ACTIVITY: When you reach the listing, restate it word for word, leaving nothing out.

MATERIAL SHOWN:
****************************************
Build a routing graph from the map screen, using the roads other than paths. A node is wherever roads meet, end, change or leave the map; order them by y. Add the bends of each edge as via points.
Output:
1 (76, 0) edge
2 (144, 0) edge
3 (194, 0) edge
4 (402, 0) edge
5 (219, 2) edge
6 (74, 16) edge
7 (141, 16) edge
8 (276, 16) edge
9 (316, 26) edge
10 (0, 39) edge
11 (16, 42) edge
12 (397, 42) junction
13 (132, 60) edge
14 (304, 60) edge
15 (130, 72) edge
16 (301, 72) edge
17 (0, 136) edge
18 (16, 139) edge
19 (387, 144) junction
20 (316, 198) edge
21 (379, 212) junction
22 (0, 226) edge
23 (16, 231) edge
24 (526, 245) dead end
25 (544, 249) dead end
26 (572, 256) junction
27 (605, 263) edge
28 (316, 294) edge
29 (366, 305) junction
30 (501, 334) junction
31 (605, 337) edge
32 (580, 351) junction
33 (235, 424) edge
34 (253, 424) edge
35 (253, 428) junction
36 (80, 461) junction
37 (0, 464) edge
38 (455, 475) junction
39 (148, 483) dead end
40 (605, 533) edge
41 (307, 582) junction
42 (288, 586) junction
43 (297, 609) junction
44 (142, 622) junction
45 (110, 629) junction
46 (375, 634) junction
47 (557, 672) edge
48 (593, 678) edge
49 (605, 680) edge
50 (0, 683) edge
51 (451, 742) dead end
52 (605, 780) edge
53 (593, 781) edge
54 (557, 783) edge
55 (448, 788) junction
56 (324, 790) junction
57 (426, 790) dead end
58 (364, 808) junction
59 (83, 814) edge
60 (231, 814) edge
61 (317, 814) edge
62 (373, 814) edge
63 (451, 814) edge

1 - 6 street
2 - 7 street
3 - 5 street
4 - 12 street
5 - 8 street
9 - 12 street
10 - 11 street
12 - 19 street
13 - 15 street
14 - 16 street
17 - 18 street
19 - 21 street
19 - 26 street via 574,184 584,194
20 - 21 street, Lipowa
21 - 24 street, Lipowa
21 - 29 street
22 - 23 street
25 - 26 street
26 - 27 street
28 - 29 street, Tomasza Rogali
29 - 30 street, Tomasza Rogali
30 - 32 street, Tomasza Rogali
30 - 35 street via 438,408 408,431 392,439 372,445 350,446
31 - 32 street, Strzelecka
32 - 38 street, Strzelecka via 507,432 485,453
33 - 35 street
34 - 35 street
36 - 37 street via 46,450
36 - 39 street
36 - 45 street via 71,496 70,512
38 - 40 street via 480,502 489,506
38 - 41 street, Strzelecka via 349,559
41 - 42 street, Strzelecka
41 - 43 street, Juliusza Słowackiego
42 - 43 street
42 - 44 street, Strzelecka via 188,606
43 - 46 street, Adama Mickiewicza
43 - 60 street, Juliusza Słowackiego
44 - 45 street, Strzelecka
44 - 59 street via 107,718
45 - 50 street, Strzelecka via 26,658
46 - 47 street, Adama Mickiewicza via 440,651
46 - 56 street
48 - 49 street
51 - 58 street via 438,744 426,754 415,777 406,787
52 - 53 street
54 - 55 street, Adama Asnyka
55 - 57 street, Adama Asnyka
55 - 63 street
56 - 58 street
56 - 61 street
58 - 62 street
****************************************
RESPONSE:
Build a routing graph from the map screen, using the roads other than paths. A node is wherever roads meet, end, change or leave the map; order them by y. Add the bends of each edge as via points.
Output:
1 (76, 0) edge
2 (144, 0) edge
3 (194, 0) edge
4 (402, 0) edge
5 (219, 2) edge
6 (74, 16) edge
7 (141, 16) edge
8 (276, 16) edge
9 (316, 26) edge
10 (0, 39) edge
11 (16, 42) edge
12 (397, 42) junction
13 (132, 60) edge
14 (304, 60) edge
15 (130, 72) edge
16 (301, 72) edge
17 (0, 136) edge
18 (16, 139) edge
19 (387, 144) junction
20 (316, 198) edge
21 (379, 212) junction
22 (0, 226) edge
23 (16, 231) edge
24 (526, 245) dead end
25 (544, 249) dead end
26 (572, 256) junction
27 (605, 263) edge
28 (316, 294) edge
29 (366, 305) junction
30 (501, 334) junction
31 (605, 337) edge
32 (580, 351) junction
33 (235, 424) edge
34 (253, 424) edge
35 (253, 428) junction
36 (80, 461) junction
37 (0, 464) edge
38 (455, 475) junction
39 (148, 483) dead end
40 (605, 533) edge
41 (307, 582) junction
42 (288, 586) junction
43 (297, 609) junction
44 (142, 622) junction
45 (110, 629) junction
46 (375, 634) junction
47 (557, 672) edge
48 (593, 678) edge
49 (605, 680) edge
50 (0, 683) edge
51 (451, 742) dead end
52 (605, 780) edge
53 (593, 781) edge
54 (557, 783) edge
55 (448, 788) junction
56 (324, 790) junction
57 (426, 790) dead end
58 (364, 808) junction
59 (83, 814) edge
60 (231, 814) edge
61 (317, 814) edge
62 (373, 814) edge
63 (451, 814) edge

1 - 6 street
2 - 7 street
3 - 5 street
4 - 12 street
5 - 8 street
9 - 12 street
10 - 11 street
12 - 19 street
13 - 15 street
14 - 16 street
17 - 18 street
19 - 21 street
19 - 26 street via 574,184 584,194
20 - 21 street, Lipowa
21 - 24 street, Lipowa
21 - 29 street
22 - 23 street
25 - 26 street
26 - 27 street
28 - 29 street, Tomasza Rogali
29 - 30 street, Tomasza Rogali
30 - 32 street, Tomasza Rogali
30 - 35 street via 438,408 408,431 392,439 372,445 350,446
31 - 32 street, Strzelecka
32 - 38 street, Strzelecka via 507,432 485,453
33 - 35 street
34 - 35 street
36 - 37 street via 46,450
36 - 39 street
36 - 45 street via 71,496 70,512
38 - 40 street via 480,502 489,506
38 - 41 street, Strzelecka via 349,559
41 - 42 street, Strzelecka
41 - 43 street, Juliusza Słowackiego
42 - 43 street
42 - 44 street, Strzelecka via 188,606
43 - 46 street, Adama Mickiewicza
43 - 60 street, Juliusza Słowackiego
44 - 45 street, Strzelecka
44 - 59 street via 107,718
45 - 50 street, Strzelecka via 26,658
46 - 47 street, Adama Mickiewicza via 440,651
46 - 56 street
48 - 49 street
51 - 58 street via 438,744 426,754 415,777 406,787
52 - 53 street
54 - 55 street, Adama Asnyka
55 - 57 street, Adama Asnyka
55 - 63 street
56 - 58 street
56 - 61 street
58 - 62 street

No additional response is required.